Sesampai di tenda jamaah istirahat, berdzikir, melaksanakan shalat Dhuha dan tidak lupa dibawa oleh para pembimbing untuk ukur tensi atau periksa kesehatan. Disini jamaah juga akan mendengarkan beberapa ceramah atau informasi yang disampaikan oleh kementerian agama (jika ada). Kemudian jamaah menunggu beberapa jam hingga waktu dhuhur, saat dimulainya pelaksanaan wukuf Arafah.
Pelaksanaan Wukuf di Arafah
Saat masuk waktu dhuhur, muadzin akan mengumandangkan adzan kemudian jamaah haji akan melaksanakan shalat dhuhur diqasar dua rakaat dan dijama’ dengan qashar shalat Ashar dua rakaat. Jamaah akan diimami oleh imam yang sudah dimusyarahkan atau ditunjuk sebelumnya oleh ketua kloter. Bisa jadi dalam satu tenda ini berisi bermacam-macam jamaah dari berbagai KBIH. Satu tenda minimal diisi 40 orang bagi tenda yang kecil hingga ratusan orang bagi tenda yang besar.
Jamaah kemudian mendengarkan khutbah Arafah dan doa dan dzikir hingga tenggelamnya matahari. Inilah waktu dimana jutaan manusia akan bersama-sama menumpahkan air mata, bertaubat dan bertaqarrub serta memohon kepada Allah. Dzikir yang utama di waktu ini adalah:
لاَإِلَـهَ إِلاَّ اللهُ وَحْدَهُ لاَشَرِيْكَ لَهُ، لَهُ الْمُلْكُ وَلَهُ الْحَمْدُ، وَهُوَعَلَى كُلِّ شَيْءٍ قَدِيْر
Lâ Ilâha Illallâh Wahdahu Lâ Syarîkalahu, Lahulmulku Wa Lahulhamdu, Wahuwa ‘Alâ Kulli Syaiin Qadîr. “Tiada Tuhan yang berhak disembah selain Allah, Yang Maha Esa, Tiada sekutu bagi-Nya. Bagi-Nya kerajaan dan pujian. Dia-lah Yang Maha Kuasa atas segala sesuatu.” (HR. Tirmidzi no. 3585. Syaikh Al Albani mengatakan bahwa hadits ini hasan)
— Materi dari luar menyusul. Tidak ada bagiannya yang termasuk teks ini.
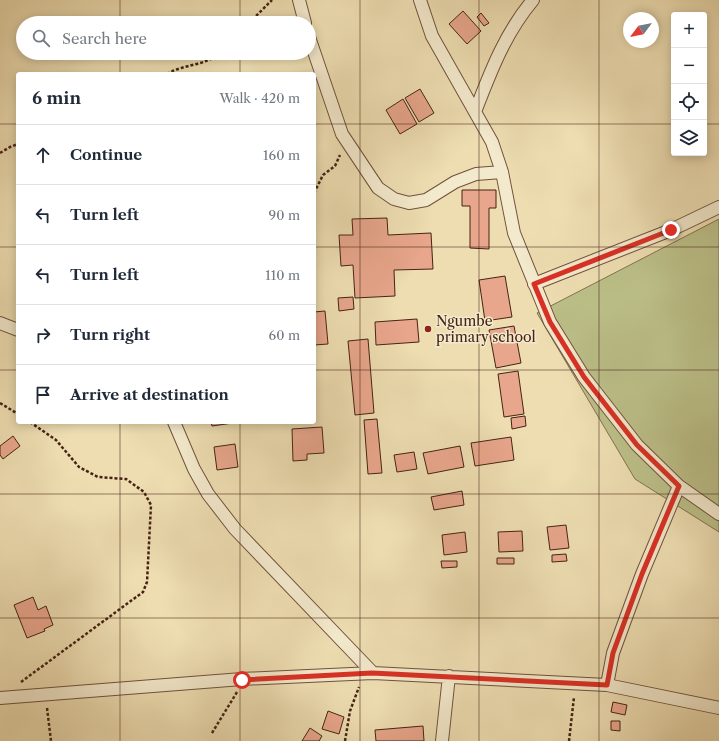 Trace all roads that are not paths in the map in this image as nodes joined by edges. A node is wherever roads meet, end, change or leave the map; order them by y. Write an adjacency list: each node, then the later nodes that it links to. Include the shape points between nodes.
1 (299, 0): 4 (street)
2 (420, 0): 6 (street, via 432,36)
3 (533, 0): 6 (street, via 505,42)
4 (303, 16)
5 (316, 58): 7 (street, via 342,134 378,188 394,198 409,203 426,200 455,182 476,174)
6 (475, 112): 7 (street, via 492,142)
7 (502, 172): 9 (street, via 514,232)
8 (719, 207): 9 (street, via 671,230)
9 (534, 284): 13 (street, via 550,322 584,377 637,445)
10 (0, 323): 11 (street)
11 (16, 329)
12 (175, 424): 15 (street, via 194,469 208,494 230,523)
13 (679, 486): 14 (street); 17 (street, via 650,553 616,646)
14 (719, 514)
15 (368, 674): 16 (street); 18 (street, via 242,680)
16 (449, 676): 17 (street); 20 (street)
17 (607, 685): 19 (street)
18 (0, 698)
19 (719, 708)
20 (442, 741)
Dan diwaktu inilah Allah membangga-banggakan para hamba-Nya yang sedang wukuf serta akan mengabulkan keinginannya.
Dari ‘Aisyah, ia berkata bahwa Rasulullah shallallahu ‘alaihi wa sallam bersabda,
مَا مِنْ يَوْمٍ أَكْثَرَ مِنْ أَنْ يُعْتِقَ اللَّهُ فِيهِ عَبْدًا مِنَ النَّارِ مِنْ يَوْمِ عَرَفَةَ وَإِنَّهُ لَيَدْنُوثُمَّ يُبَاهِى بِهِمُ الْمَلاَئِكَةَ فَيَقُولُ مَا أَرَادَ هَؤُلاَءِ
“Di antara hari yang Allah banyak membebaskan seseorang dari neraka adalah hari Arofah. Dia akan mendekati mereka lalu akan menampakkan keutamaan mereka pada para malaikat. Kemudian Allah berfirman: Apa yang diinginkan oleh mereka?” (HR. Muslim no. 1348).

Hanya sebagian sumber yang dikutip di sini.